We will definitely experiment with quadratic voting, because we feel this is a very exciting frontier in making democratic processes more fair.

First impressions

We started voting on selected issues to give the whole process a spin, and it feels amazing. Voting is gas-free, we can experiment with strategies and we use the exact same process many of our partners use.

We’re currently considering whether to put all our votes up on Snapshot, and ditch the Google Sheet. The effort of adding a new proposal is about the same as entering a proposal into the Sheet. There’s little extra cost to that. But somehow putting in votes for non-EVM partners like Mango Markets or Osmosis feels a bit off.

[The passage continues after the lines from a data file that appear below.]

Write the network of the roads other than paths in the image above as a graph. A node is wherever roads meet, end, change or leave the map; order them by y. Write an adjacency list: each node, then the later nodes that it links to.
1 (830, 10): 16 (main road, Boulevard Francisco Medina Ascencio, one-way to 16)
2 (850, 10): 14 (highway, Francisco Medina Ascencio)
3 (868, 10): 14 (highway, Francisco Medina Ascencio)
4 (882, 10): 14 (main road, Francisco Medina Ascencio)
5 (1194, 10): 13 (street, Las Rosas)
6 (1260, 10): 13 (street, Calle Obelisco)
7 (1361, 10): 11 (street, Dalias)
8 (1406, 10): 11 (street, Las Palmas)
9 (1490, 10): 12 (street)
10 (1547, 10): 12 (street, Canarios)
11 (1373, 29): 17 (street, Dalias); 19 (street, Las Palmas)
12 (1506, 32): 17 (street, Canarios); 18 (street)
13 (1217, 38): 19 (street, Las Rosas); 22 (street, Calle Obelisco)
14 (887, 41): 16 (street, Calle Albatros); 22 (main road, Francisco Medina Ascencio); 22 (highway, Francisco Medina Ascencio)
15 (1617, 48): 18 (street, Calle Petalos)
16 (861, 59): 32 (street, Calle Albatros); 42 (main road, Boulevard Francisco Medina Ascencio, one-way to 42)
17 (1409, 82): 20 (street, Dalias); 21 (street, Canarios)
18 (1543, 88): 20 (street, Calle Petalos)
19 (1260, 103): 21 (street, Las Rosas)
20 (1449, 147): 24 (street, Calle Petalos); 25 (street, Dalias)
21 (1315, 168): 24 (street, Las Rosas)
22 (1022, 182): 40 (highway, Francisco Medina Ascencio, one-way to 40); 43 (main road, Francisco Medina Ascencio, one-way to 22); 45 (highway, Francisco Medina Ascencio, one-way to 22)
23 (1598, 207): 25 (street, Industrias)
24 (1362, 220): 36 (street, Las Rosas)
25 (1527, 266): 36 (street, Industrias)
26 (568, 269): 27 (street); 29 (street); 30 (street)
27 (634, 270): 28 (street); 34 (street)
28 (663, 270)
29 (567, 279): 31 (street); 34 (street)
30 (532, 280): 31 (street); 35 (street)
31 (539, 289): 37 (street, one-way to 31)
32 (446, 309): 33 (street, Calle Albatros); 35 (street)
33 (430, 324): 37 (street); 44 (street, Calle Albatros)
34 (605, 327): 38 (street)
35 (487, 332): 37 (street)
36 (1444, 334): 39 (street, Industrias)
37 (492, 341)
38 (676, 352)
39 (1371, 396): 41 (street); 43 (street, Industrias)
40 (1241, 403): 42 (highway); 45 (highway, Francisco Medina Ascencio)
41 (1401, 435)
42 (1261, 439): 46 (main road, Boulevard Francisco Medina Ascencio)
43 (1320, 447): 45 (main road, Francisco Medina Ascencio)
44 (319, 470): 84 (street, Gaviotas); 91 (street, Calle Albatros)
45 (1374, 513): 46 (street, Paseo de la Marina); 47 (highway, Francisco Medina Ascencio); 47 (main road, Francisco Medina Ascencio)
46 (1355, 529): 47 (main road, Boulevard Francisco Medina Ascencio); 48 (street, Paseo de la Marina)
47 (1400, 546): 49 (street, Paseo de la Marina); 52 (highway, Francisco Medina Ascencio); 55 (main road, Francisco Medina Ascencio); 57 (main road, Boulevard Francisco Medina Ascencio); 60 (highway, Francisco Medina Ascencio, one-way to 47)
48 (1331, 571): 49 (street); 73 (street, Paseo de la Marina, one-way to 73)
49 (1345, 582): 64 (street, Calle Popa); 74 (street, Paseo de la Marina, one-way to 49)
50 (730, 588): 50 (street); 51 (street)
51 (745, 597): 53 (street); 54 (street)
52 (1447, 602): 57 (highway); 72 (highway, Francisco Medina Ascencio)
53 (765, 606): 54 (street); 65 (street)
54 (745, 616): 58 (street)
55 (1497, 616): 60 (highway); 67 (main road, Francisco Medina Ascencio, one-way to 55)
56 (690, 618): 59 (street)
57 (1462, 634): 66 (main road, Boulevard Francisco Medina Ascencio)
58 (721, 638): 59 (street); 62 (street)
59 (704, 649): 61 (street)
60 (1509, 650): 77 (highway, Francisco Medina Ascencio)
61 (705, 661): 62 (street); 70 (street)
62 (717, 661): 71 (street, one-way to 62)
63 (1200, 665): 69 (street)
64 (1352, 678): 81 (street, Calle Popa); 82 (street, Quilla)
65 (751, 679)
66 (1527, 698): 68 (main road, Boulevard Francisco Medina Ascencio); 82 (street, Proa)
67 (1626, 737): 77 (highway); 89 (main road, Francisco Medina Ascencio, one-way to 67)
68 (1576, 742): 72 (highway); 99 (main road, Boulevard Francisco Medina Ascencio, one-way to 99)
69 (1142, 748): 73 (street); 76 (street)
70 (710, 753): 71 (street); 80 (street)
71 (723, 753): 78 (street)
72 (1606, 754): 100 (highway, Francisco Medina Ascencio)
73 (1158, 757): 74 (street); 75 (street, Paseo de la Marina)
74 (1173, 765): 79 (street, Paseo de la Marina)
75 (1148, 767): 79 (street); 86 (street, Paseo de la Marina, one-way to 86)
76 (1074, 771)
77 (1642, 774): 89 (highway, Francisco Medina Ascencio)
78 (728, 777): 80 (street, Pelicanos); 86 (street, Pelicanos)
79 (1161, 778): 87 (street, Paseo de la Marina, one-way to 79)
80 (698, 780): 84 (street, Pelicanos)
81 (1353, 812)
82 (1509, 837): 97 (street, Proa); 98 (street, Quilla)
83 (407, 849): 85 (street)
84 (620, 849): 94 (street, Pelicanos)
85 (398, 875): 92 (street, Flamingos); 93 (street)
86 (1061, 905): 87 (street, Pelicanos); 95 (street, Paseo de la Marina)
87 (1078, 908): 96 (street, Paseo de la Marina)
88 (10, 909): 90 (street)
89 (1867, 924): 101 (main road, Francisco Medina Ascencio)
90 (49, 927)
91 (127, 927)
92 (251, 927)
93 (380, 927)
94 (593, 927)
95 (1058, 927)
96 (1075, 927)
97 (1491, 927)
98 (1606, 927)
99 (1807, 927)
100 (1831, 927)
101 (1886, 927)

Google Sheets also did a terrific job at having all the activity visible at a glance. Sheets would also allow us to use Apps Script and possibly pipe in vote data directly from the forums.

For now, we will use Snapshot for EVM voting and we have also set up Realms for Solana-based voting. Both are only fed with the most contentious of polls where we need to discuss and research more.

All votes are still entered in the Google Sheets so we have a single source of truth where we can find everything at a glance.

Conclusion

Our Snapshot and Realms experiment is fun and a massive learning experience for us as a team. We’re stepping up our metagovernance game, experimenting with token design and getting our hands dirty in processes that many of our partners appreciate a helping hand with.

We’ll continue to try different voting strategies and will of course be public about that in a future post.

Stay tuned for more…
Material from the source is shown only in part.